INFORMATION SHOWN below:

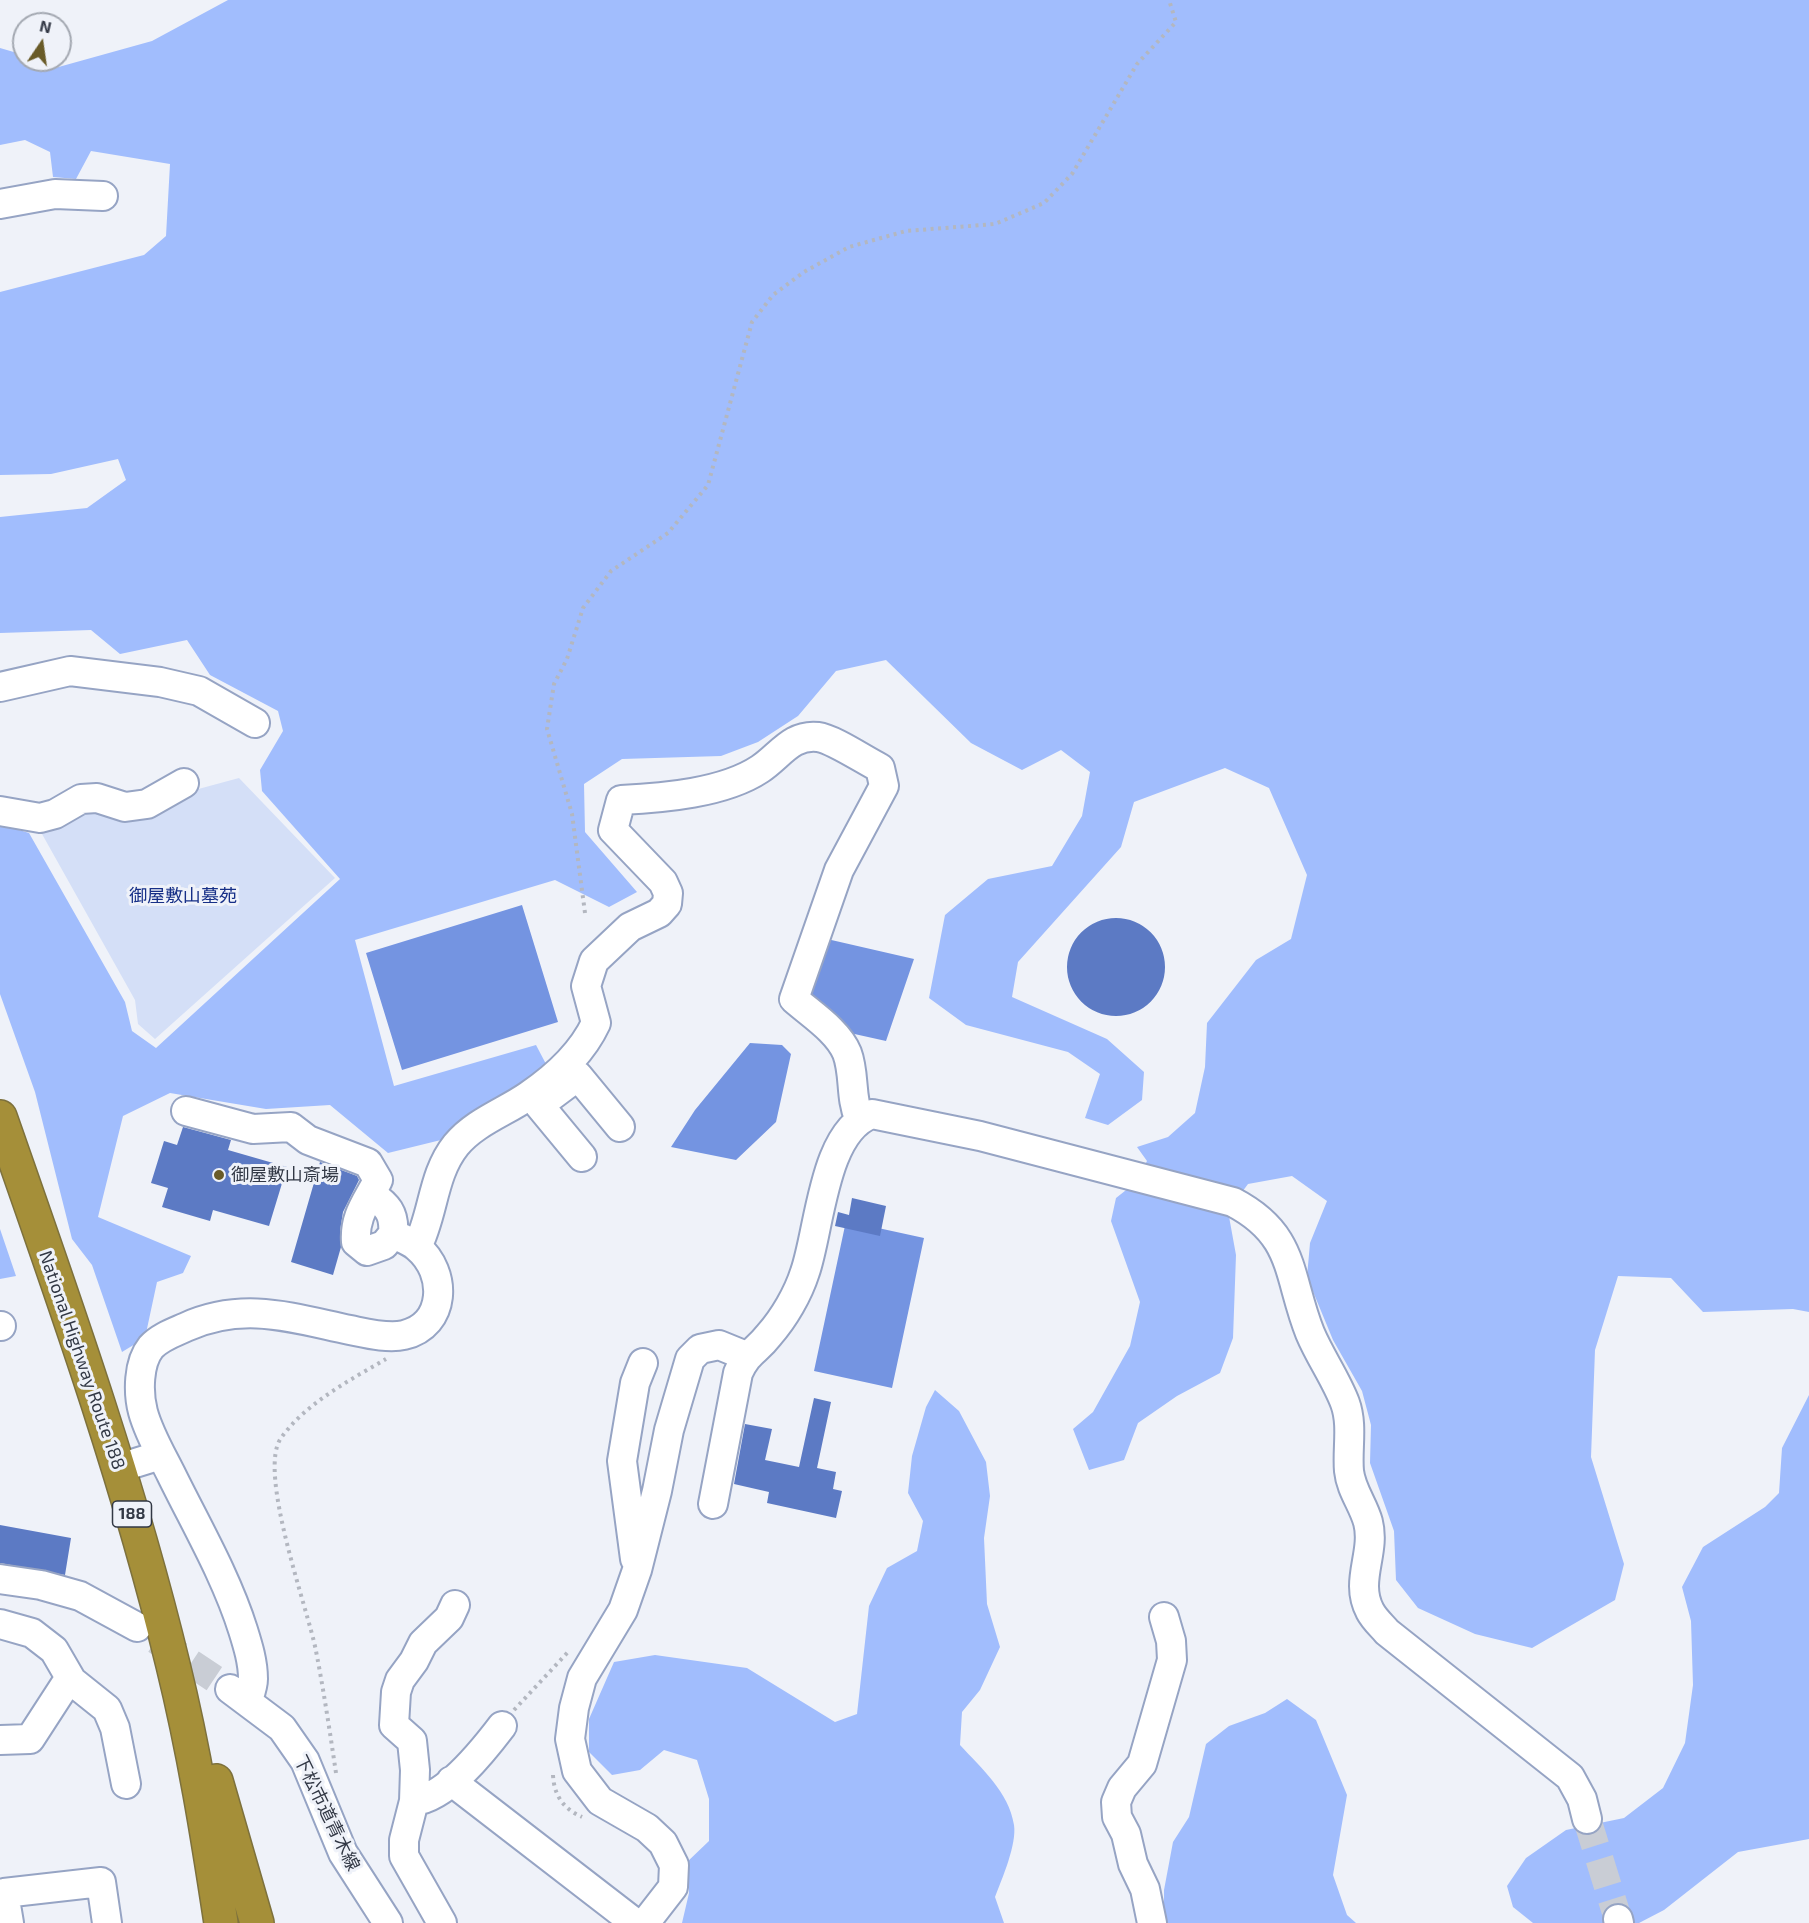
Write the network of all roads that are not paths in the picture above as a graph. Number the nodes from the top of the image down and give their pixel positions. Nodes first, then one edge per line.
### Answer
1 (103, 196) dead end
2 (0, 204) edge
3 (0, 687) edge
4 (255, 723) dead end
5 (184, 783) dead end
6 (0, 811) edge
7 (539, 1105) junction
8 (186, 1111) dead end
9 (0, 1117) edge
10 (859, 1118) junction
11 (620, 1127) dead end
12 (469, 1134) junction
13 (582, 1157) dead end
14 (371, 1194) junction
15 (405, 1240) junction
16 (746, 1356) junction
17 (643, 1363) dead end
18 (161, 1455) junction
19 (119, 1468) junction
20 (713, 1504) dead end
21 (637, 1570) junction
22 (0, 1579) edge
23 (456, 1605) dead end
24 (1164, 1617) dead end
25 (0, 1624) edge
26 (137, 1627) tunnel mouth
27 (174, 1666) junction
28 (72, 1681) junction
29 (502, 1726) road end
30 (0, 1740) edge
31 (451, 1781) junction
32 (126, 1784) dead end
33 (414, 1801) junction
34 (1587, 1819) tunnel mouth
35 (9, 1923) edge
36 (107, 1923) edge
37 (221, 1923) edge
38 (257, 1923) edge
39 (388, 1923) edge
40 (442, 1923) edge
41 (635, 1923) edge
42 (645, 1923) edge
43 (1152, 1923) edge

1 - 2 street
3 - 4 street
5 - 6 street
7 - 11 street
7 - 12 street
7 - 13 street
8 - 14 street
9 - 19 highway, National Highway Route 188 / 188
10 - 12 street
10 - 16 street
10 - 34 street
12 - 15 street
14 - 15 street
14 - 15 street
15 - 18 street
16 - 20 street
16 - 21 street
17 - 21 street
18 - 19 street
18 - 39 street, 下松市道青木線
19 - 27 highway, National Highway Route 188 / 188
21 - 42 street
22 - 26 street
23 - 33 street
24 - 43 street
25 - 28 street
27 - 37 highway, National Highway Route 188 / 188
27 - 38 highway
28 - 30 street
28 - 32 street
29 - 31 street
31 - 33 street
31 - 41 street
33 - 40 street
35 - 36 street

End of INFORMATION SHOWN.
INFORMATION SHOWN below:

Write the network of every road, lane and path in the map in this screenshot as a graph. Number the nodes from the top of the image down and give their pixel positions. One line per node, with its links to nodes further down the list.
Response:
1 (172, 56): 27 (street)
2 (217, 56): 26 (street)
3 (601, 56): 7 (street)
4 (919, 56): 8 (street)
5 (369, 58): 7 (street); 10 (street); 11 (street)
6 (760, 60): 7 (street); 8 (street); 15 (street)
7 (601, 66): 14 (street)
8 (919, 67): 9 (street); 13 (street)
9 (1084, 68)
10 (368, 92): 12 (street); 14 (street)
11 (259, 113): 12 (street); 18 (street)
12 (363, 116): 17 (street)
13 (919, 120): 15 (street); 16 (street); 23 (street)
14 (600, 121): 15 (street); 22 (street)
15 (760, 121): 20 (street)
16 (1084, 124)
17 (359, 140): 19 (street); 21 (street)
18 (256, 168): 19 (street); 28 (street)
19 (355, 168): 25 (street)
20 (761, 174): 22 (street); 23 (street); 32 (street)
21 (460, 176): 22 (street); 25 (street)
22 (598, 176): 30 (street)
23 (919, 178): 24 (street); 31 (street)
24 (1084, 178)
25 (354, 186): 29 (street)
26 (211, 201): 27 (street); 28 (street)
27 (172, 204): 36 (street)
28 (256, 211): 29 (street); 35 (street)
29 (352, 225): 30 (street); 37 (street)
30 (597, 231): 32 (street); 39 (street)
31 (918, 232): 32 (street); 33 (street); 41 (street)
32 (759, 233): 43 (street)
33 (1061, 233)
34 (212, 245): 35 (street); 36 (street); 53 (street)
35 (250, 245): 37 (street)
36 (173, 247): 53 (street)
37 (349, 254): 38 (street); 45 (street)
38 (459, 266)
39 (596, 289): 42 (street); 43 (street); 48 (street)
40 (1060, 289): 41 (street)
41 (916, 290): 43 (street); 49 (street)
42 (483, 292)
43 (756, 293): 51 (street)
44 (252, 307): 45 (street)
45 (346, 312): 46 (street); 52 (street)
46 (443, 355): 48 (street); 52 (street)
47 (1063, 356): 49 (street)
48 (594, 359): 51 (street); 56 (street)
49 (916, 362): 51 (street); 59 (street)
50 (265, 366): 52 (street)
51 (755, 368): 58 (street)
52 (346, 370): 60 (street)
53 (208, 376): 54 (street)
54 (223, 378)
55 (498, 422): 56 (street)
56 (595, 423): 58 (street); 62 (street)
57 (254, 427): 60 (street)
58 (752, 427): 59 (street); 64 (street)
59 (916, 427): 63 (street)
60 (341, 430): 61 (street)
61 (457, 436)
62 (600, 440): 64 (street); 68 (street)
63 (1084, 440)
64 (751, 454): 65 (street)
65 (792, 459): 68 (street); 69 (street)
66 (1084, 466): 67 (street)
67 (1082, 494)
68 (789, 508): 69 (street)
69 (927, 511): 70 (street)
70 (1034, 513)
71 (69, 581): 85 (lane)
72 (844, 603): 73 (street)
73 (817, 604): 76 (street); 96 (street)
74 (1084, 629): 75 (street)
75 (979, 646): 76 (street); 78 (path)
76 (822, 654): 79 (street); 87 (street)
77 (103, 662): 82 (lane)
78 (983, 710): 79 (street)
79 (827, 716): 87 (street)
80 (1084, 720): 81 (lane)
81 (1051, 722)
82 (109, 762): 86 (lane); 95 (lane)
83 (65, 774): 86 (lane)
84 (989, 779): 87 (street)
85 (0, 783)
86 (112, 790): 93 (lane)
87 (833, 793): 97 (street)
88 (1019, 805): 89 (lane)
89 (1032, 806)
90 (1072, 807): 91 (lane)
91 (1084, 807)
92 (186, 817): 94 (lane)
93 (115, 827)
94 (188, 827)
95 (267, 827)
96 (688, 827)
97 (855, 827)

End of INFORMATION SHOWN.

Scan the records above. Return every line with "dead" in it.

RESPONSE TO THE EXERCISE:
1 (103, 196) dead end
4 (255, 723) dead end
5 (184, 783) dead end
8 (186, 1111) dead end
11 (620, 1127) dead end
13 (582, 1157) dead end
17 (643, 1363) dead end
20 (713, 1504) dead end
23 (456, 1605) dead end
24 (1164, 1617) dead end
32 (126, 1784) dead end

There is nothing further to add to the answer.